Coleman,
born Seymour Kaufman, was brought up in the Bronx. He was a child
prodigy and had given piano recitals in Carnegie Hall and Steinway
Hall by the ripe old age of 9 .
Despite the early classical success, he decided to build a career
in popular music. His first collaborator was Joseph Allen McCarthy
but his most successful early partnership, albeit a turbulent one,
was with Carolyn Leigh. The pair wrote many pop hits including Witchcraft
and The Best Is Yet To Come, and
also wrote two Broadway musicals : Wildcat,
which starred Lucille Ball, and Little Me.
In
1964, Coleman met Dorothy Fields at a party, and asked if she would
like to collaborate with him. She is reported to have answered Thank
God somebody asked. Fields was revitalised by working with the
much younger Coleman, and by the contemporary nature of their first
project, which was to become Sweet Charity.
The show was a fabulous success and Coleman found working with Fields
much easier than with Leigh. The partnership was to work on two
more shows an aborted project about Eleanor
Roosevelt, and Seesaw, which reached
Broadway on 1973, after one of those troubled out-of-town tours.
Dorothy Fields's delight in working with Coleman was described
by her son David Lahm:
There was one piece of sheet music that I found
to the
song In Tune which is from
Seesaw and one of the lines
is something like "Three completely
different instruments but when they play together they're in tune"
and on this piece of music are the words "That's us!"

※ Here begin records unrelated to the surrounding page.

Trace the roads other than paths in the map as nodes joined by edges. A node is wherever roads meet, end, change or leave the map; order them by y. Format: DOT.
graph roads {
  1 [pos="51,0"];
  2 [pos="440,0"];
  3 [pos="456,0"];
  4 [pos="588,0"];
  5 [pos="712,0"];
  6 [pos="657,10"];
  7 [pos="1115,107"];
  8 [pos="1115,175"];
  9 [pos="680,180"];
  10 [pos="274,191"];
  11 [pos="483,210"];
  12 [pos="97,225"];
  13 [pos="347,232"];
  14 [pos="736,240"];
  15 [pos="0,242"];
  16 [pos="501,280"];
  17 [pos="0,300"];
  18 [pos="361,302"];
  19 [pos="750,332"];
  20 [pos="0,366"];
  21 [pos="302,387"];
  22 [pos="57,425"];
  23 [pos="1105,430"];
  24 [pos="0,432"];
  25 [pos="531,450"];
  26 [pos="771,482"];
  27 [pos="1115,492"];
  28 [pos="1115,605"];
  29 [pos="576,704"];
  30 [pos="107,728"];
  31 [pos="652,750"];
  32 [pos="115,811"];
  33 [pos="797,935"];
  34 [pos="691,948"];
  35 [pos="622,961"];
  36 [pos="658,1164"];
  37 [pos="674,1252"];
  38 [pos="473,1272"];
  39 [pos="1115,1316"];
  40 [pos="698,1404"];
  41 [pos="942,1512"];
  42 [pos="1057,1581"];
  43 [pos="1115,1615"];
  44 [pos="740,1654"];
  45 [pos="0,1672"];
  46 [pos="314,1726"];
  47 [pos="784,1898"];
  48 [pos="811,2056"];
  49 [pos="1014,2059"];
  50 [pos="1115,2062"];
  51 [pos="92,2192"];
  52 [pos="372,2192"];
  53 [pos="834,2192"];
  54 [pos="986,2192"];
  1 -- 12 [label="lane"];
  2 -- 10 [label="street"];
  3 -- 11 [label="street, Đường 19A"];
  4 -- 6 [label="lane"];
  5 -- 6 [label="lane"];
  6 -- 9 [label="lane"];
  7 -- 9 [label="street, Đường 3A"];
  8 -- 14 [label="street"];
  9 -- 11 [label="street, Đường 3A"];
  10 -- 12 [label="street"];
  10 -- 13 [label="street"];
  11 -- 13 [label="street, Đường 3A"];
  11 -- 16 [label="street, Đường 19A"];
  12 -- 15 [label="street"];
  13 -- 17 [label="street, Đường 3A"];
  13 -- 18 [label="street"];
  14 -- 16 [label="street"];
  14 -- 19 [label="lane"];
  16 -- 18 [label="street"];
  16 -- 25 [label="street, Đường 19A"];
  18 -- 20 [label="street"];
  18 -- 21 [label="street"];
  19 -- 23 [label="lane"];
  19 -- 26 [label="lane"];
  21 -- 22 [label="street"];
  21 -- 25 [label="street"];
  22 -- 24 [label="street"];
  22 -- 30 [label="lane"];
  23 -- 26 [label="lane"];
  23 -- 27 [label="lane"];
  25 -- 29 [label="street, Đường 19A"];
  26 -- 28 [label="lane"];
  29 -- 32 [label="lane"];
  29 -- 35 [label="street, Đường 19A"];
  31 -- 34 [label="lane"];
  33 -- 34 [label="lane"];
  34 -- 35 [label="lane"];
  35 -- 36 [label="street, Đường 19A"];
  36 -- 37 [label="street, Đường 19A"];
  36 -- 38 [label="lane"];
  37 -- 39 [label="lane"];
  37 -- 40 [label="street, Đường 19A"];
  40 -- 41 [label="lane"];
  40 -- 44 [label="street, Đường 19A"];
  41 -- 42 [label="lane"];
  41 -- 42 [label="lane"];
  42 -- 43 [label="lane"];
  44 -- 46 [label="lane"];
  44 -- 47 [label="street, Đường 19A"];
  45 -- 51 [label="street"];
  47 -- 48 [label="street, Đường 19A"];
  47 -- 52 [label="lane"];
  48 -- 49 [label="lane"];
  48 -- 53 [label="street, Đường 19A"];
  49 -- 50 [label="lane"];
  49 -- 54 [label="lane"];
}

in Dorothy Fields's handwriting and it just seemed like a spontaneous
expression of how great it was to have somebody who could really
keep up with her and challenge her and she knew when she set out
to do something with Cy Coleman that it was going to be of high
quality and it was going to be exciting and it was going to feel
good to work on the lyric.
The Fields/Coleman association was cut short by Fields' death in
1974.
Coleman continued to write for the stage, writing the scores for
the following shows:
1977 I Love My Wife (lyrics Michael
Stewart)
1978 On The Twentieth Century (lyrics
Betty Comden and Adolph Green)
1979 Home Again, Home Again (lyrics
Barbara Fried) did not reach Broadway
1980 Barnum (lyrics Michael Stewart)
1988 Welcome to the Club (lyrics
Coleman, AE Hotchner)
1989 City of Angels (lyrics David
Zippel)
1991 Will Rogers Follies ( lyrics
Betty Comden, Adolph Green)
1997 The Life ( lyrics Ira Gasman)
Cy Coleman died on 18th November 2004.